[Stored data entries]
[Start of section]

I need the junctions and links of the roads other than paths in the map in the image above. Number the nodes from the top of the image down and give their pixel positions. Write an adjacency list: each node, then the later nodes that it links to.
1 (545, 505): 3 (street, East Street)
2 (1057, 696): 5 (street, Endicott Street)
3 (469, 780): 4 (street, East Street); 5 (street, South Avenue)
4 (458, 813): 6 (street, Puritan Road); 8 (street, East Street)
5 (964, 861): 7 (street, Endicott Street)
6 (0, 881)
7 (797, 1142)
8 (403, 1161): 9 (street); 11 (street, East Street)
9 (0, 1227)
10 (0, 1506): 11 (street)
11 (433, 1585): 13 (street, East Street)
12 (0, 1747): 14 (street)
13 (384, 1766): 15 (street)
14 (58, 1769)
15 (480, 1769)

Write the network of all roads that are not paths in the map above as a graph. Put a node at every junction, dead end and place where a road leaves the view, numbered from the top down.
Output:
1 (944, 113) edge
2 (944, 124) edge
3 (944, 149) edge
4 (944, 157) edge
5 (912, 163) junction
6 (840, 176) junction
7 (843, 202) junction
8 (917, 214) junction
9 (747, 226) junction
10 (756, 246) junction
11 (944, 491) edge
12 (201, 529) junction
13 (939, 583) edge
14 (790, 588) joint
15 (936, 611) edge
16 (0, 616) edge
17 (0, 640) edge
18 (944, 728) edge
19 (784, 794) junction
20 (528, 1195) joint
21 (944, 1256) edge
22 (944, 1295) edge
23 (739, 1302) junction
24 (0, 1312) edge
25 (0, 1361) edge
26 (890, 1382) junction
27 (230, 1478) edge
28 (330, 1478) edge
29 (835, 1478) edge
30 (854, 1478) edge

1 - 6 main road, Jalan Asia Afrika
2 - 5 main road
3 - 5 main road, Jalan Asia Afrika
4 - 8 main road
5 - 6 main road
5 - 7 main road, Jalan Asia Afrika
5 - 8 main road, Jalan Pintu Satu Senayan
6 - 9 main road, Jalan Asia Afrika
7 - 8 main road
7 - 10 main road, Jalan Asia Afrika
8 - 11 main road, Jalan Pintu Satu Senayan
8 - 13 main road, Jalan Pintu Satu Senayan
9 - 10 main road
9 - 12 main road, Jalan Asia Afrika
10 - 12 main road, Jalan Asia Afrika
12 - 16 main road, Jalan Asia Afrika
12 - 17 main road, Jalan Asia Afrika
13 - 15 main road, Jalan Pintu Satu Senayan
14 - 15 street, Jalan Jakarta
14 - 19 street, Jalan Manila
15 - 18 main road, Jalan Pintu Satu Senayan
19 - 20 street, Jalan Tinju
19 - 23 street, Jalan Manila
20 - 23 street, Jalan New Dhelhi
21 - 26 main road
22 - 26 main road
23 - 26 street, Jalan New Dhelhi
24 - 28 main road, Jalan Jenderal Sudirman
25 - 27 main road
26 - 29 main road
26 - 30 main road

[End of section]

▸ Your task:
Copy out all of the records, keeping every line identical.

▸ Your solution:
I need the junctions and links of the roads other than paths in the map in the image above. Number the nodes from the top of the image down and give their pixel positions. Write an adjacency list: each node, then the later nodes that it links to.
1 (545, 505): 3 (street, East Street)
2 (1057, 696): 5 (street, Endicott Street)
3 (469, 780): 4 (street, East Street); 5 (street, South Avenue)
4 (458, 813): 6 (street, Puritan Road); 8 (street, East Street)
5 (964, 861): 7 (street, Endicott Street)
6 (0, 881)
7 (797, 1142)
8 (403, 1161): 9 (street); 11 (street, East Street)
9 (0, 1227)
10 (0, 1506): 11 (street)
11 (433, 1585): 13 (street, East Street)
12 (0, 1747): 14 (street)
13 (384, 1766): 15 (street)
14 (58, 1769)
15 (480, 1769)

Write the network of all roads that are not paths in the map above as a graph. Put a node at every junction, dead end and place where a road leaves the view, numbered from the top down.
Output:
1 (944, 113) edge
2 (944, 124) edge
3 (944, 149) edge
4 (944, 157) edge
5 (912, 163) junction
6 (840, 176) junction
7 (843, 202) junction
8 (917, 214) junction
9 (747, 226) junction
10 (756, 246) junction
11 (944, 491) edge
12 (201, 529) junction
13 (939, 583) edge
14 (790, 588) joint
15 (936, 611) edge
16 (0, 616) edge
17 (0, 640) edge
18 (944, 728) edge
19 (784, 794) junction
20 (528, 1195) joint
21 (944, 1256) edge
22 (944, 1295) edge
23 (739, 1302) junction
24 (0, 1312) edge
25 (0, 1361) edge
26 (890, 1382) junction
27 (230, 1478) edge
28 (330, 1478) edge
29 (835, 1478) edge
30 (854, 1478) edge

1 - 6 main road, Jalan Asia Afrika
2 - 5 main road
3 - 5 main road, Jalan Asia Afrika
4 - 8 main road
5 - 6 main road
5 - 7 main road, Jalan Asia Afrika
5 - 8 main road, Jalan Pintu Satu Senayan
6 - 9 main road, Jalan Asia Afrika
7 - 8 main road
7 - 10 main road, Jalan Asia Afrika
8 - 11 main road, Jalan Pintu Satu Senayan
8 - 13 main road, Jalan Pintu Satu Senayan
9 - 10 main road
9 - 12 main road, Jalan Asia Afrika
10 - 12 main road, Jalan Asia Afrika
12 - 16 main road, Jalan Asia Afrika
12 - 17 main road, Jalan Asia Afrika
13 - 15 main road, Jalan Pintu Satu Senayan
14 - 15 street, Jalan Jakarta
14 - 19 street, Jalan Manila
15 - 18 main road, Jalan Pintu Satu Senayan
19 - 20 street, Jalan Tinju
19 - 23 street, Jalan Manila
20 - 23 street, Jalan New Dhelhi
21 - 26 main road
22 - 26 main road
23 - 26 street, Jalan New Dhelhi
24 - 28 main road, Jalan Jenderal Sudirman
25 - 27 main road
26 - 29 main road
26 - 30 main road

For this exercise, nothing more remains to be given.